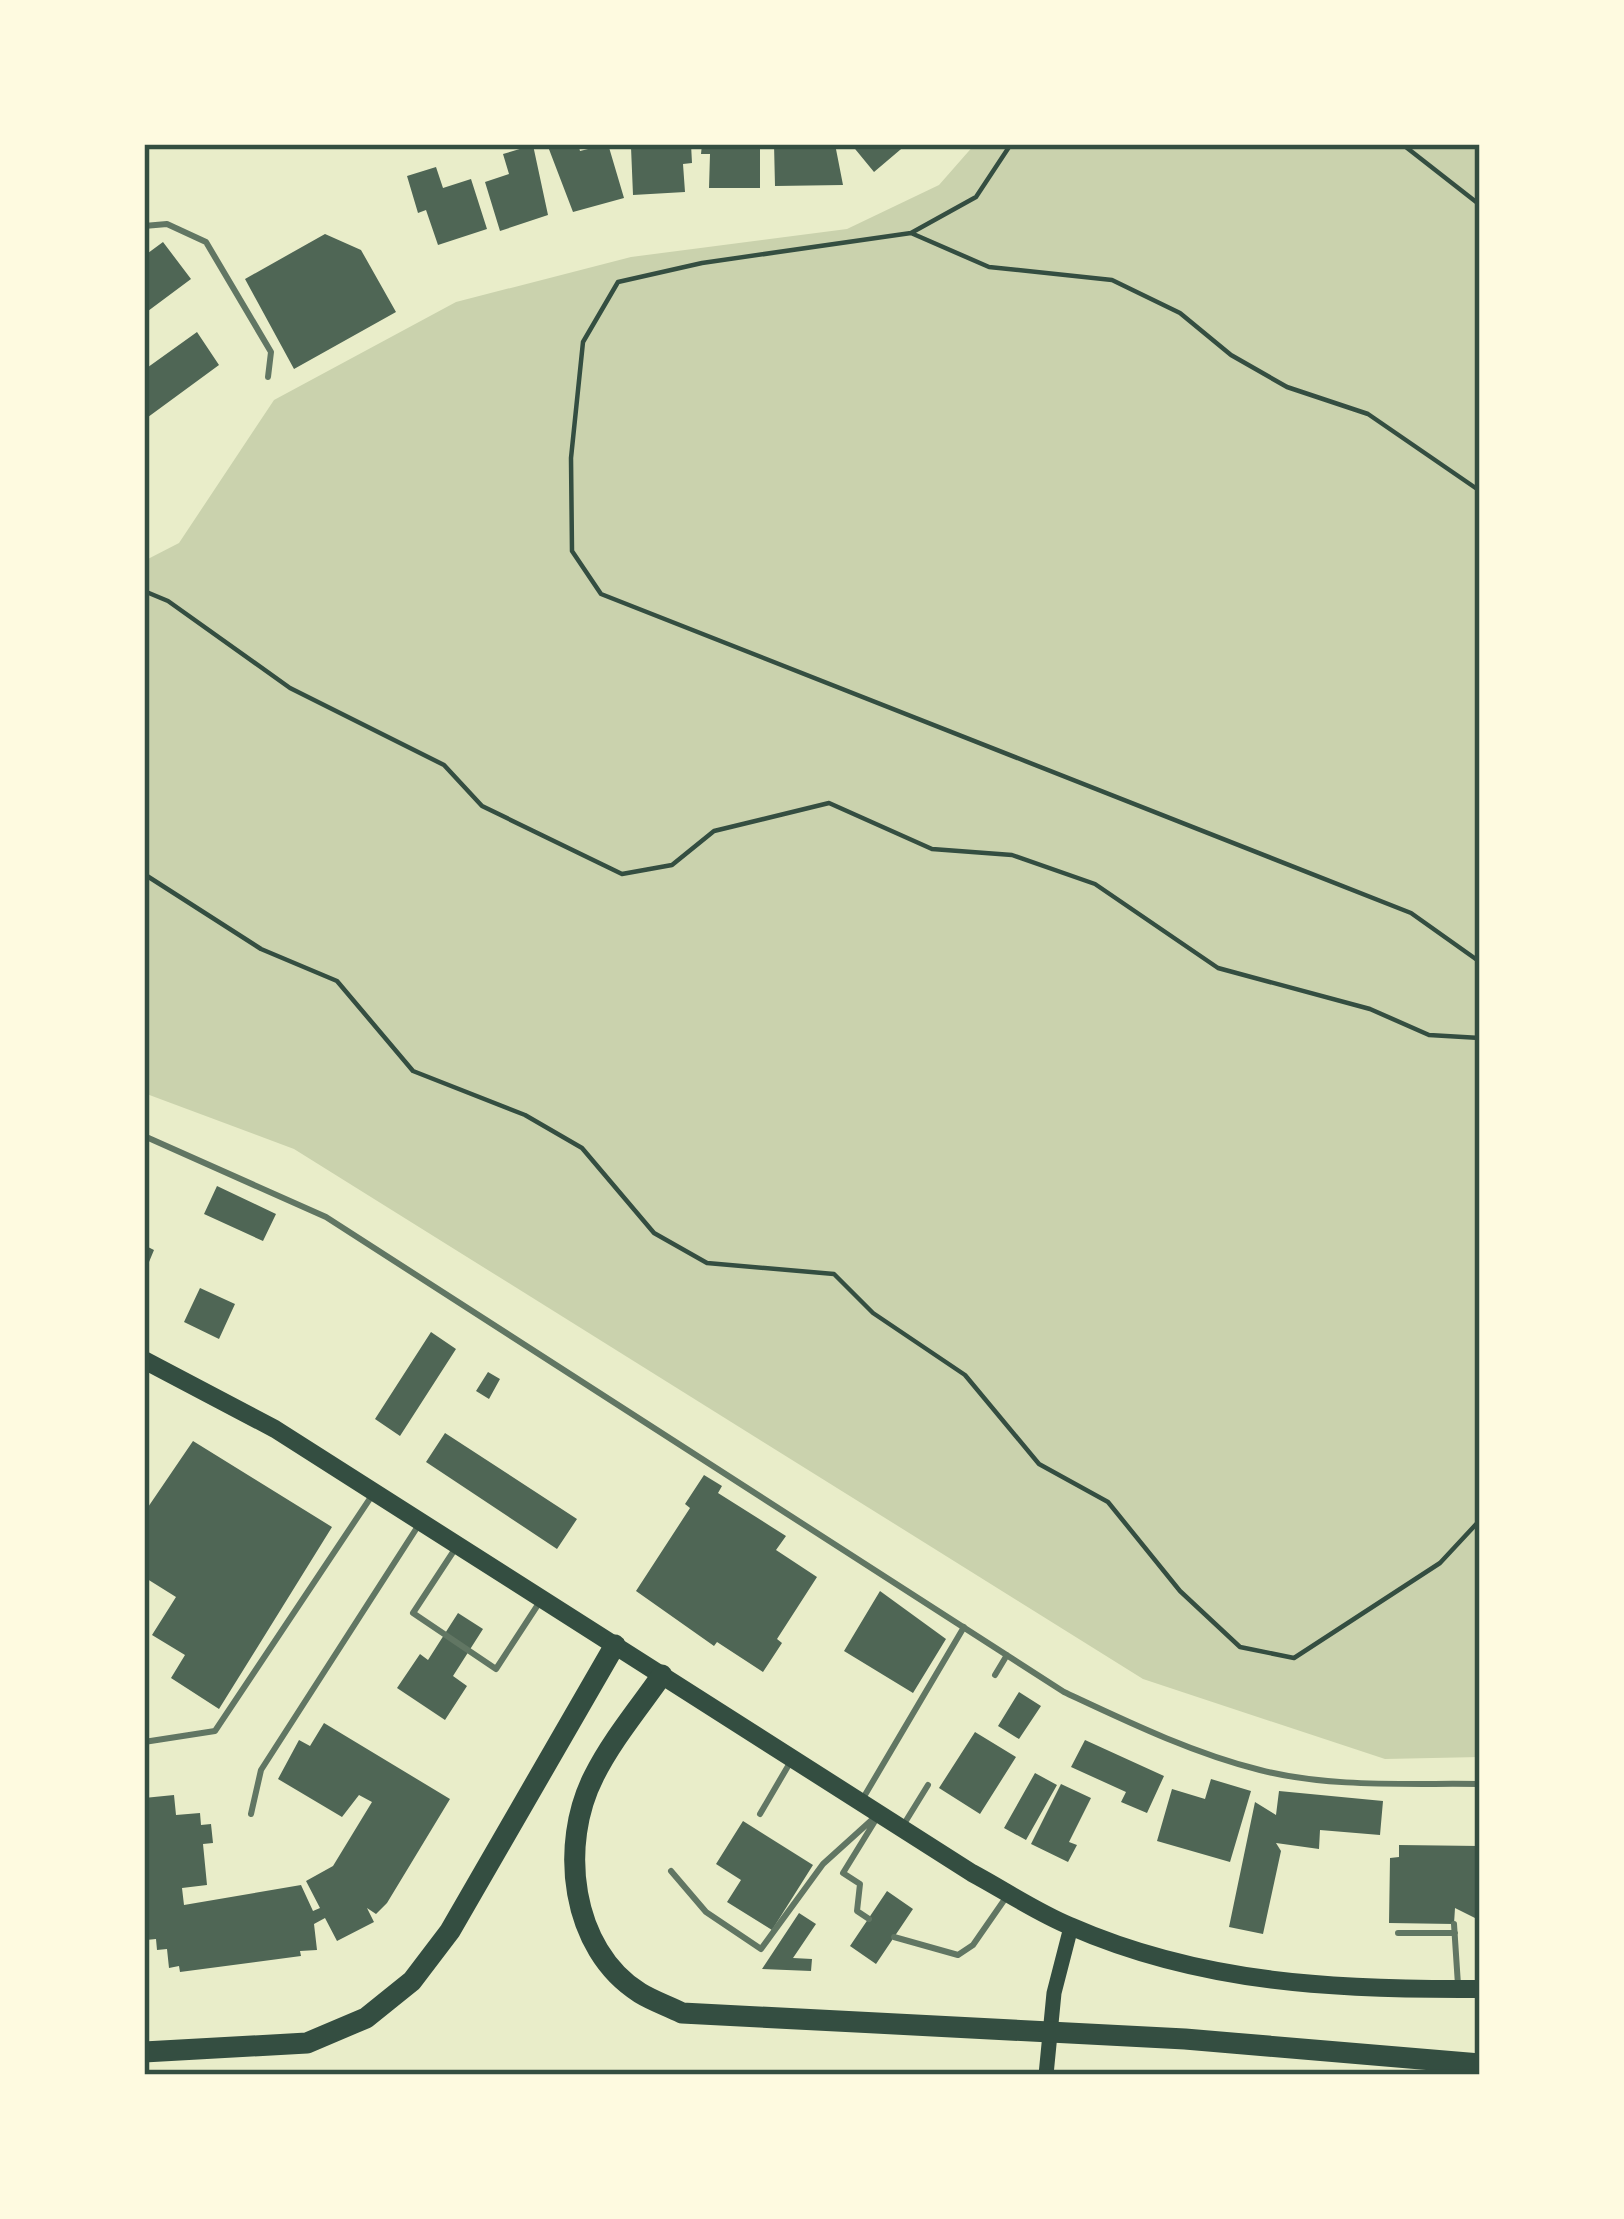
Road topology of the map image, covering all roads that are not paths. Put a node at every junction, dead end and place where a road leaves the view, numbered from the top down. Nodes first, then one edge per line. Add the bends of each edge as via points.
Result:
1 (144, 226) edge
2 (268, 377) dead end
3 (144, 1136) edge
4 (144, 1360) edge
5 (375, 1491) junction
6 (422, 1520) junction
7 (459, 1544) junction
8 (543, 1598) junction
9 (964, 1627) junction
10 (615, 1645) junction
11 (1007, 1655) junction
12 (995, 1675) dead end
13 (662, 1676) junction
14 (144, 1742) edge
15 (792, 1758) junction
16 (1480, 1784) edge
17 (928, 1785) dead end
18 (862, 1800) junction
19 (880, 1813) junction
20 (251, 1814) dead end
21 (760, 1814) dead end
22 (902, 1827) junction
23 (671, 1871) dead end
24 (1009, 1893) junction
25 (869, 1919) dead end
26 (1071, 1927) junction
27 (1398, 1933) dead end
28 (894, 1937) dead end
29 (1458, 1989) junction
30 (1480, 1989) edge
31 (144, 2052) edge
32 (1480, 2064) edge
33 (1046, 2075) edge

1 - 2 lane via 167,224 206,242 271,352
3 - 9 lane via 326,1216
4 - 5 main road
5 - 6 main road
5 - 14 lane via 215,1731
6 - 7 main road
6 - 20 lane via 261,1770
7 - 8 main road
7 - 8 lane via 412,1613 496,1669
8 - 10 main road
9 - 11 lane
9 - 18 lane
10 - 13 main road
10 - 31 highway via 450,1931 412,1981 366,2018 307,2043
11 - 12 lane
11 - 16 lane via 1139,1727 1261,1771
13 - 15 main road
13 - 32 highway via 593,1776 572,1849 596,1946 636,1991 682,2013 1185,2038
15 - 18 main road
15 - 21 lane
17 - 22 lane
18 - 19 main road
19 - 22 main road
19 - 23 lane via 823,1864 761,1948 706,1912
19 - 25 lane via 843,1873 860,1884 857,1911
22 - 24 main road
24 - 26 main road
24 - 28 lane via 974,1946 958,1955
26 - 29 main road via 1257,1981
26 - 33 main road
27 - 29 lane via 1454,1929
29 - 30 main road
---------------
WHAT IS EXPECTED:
What's needed is an exact copy of every entry, free of pictures.

TASK OUTPUT:
Road topology of the map image, covering all roads that are not paths. Put a node at every junction, dead end and place where a road leaves the view, numbered from the top down. Nodes first, then one edge per line. Add the bends of each edge as via points.
Result:
1 (144, 226) edge
2 (268, 377) dead end
3 (144, 1136) edge
4 (144, 1360) edge
5 (375, 1491) junction
6 (422, 1520) junction
7 (459, 1544) junction
8 (543, 1598) junction
9 (964, 1627) junction
10 (615, 1645) junction
11 (1007, 1655) junction
12 (995, 1675) dead end
13 (662, 1676) junction
14 (144, 1742) edge
15 (792, 1758) junction
16 (1480, 1784) edge
17 (928, 1785) dead end
18 (862, 1800) junction
19 (880, 1813) junction
20 (251, 1814) dead end
21 (760, 1814) dead end
22 (902, 1827) junction
23 (671, 1871) dead end
24 (1009, 1893) junction
25 (869, 1919) dead end
26 (1071, 1927) junction
27 (1398, 1933) dead end
28 (894, 1937) dead end
29 (1458, 1989) junction
30 (1480, 1989) edge
31 (144, 2052) edge
32 (1480, 2064) edge
33 (1046, 2075) edge

1 - 2 lane via 167,224 206,242 271,352
3 - 9 lane via 326,1216
4 - 5 main road
5 - 6 main road
5 - 14 lane via 215,1731
6 - 7 main road
6 - 20 lane via 261,1770
7 - 8 main road
7 - 8 lane via 412,1613 496,1669
8 - 10 main road
9 - 11 lane
9 - 18 lane
10 - 13 main road
10 - 31 highway via 450,1931 412,1981 366,2018 307,2043
11 - 12 lane
11 - 16 lane via 1139,1727 1261,1771
13 - 15 main road
13 - 32 highway via 593,1776 572,1849 596,1946 636,1991 682,2013 1185,2038
15 - 18 main road
15 - 21 lane
17 - 22 lane
18 - 19 main road
19 - 22 main road
19 - 23 lane via 823,1864 761,1948 706,1912
19 - 25 lane via 843,1873 860,1884 857,1911
22 - 24 main road
24 - 26 main road
24 - 28 lane via 974,1946 958,1955
26 - 29 main road via 1257,1981
26 - 33 main road
27 - 29 lane via 1454,1929
29 - 30 main road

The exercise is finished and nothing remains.